## Recorded information

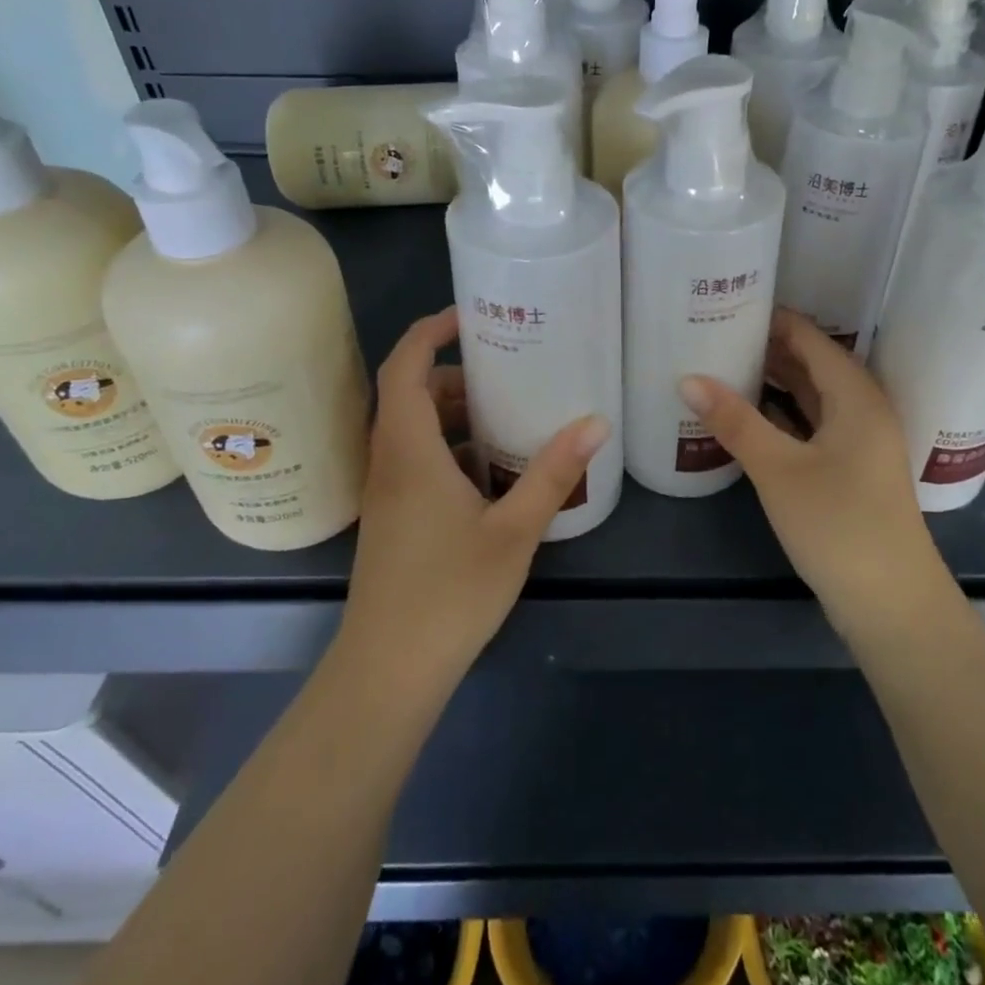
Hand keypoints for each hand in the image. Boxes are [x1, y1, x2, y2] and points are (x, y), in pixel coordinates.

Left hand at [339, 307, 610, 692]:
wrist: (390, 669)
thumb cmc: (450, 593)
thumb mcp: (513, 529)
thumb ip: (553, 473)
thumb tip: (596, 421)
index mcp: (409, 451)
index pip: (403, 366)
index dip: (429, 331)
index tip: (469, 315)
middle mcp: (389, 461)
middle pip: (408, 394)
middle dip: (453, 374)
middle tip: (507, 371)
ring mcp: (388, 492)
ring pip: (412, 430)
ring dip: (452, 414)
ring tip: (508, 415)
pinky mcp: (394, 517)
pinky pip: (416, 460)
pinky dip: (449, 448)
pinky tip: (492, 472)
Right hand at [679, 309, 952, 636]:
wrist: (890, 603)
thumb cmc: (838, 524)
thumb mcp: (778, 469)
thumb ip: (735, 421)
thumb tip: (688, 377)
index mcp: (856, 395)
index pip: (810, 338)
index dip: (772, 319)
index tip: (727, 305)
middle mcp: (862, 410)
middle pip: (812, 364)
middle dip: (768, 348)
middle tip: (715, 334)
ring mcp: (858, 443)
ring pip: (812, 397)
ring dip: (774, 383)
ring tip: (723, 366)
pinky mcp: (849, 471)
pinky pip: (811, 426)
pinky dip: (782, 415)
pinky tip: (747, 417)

## Task brief
Copy exactly, with no other lines, the stretch of the material that begins at the line containing "middle tip: (507, 371)" and ends at its last line.

## Result of the task
middle tip: (507, 371)
ring mcp: (388, 492)
ring pip: (412, 430)
ring dip: (452, 414)
ring tip: (508, 415)
pinky mcp: (394, 517)
pinky pip: (416, 460)
pinky dip: (449, 448)
pinky tip: (492, 472)
Right hand at [679, 309, 952, 636]:
wrist: (890, 603)
thumb cmc: (838, 524)
thumb mcp: (778, 469)
thumb ip: (735, 421)
thumb tip: (688, 377)
index mcp: (856, 395)
index pip: (810, 338)
index dip: (772, 319)
index tip: (727, 305)
middle mcp: (862, 410)
middle pip: (812, 364)
middle dip: (768, 348)
middle tip: (715, 334)
ring mcp: (858, 443)
ring pip: (812, 397)
ring dip: (774, 383)
ring tip: (723, 366)
pinky mcp: (849, 471)
pinky pip: (811, 426)
pinky dip: (782, 415)
pinky tip: (747, 417)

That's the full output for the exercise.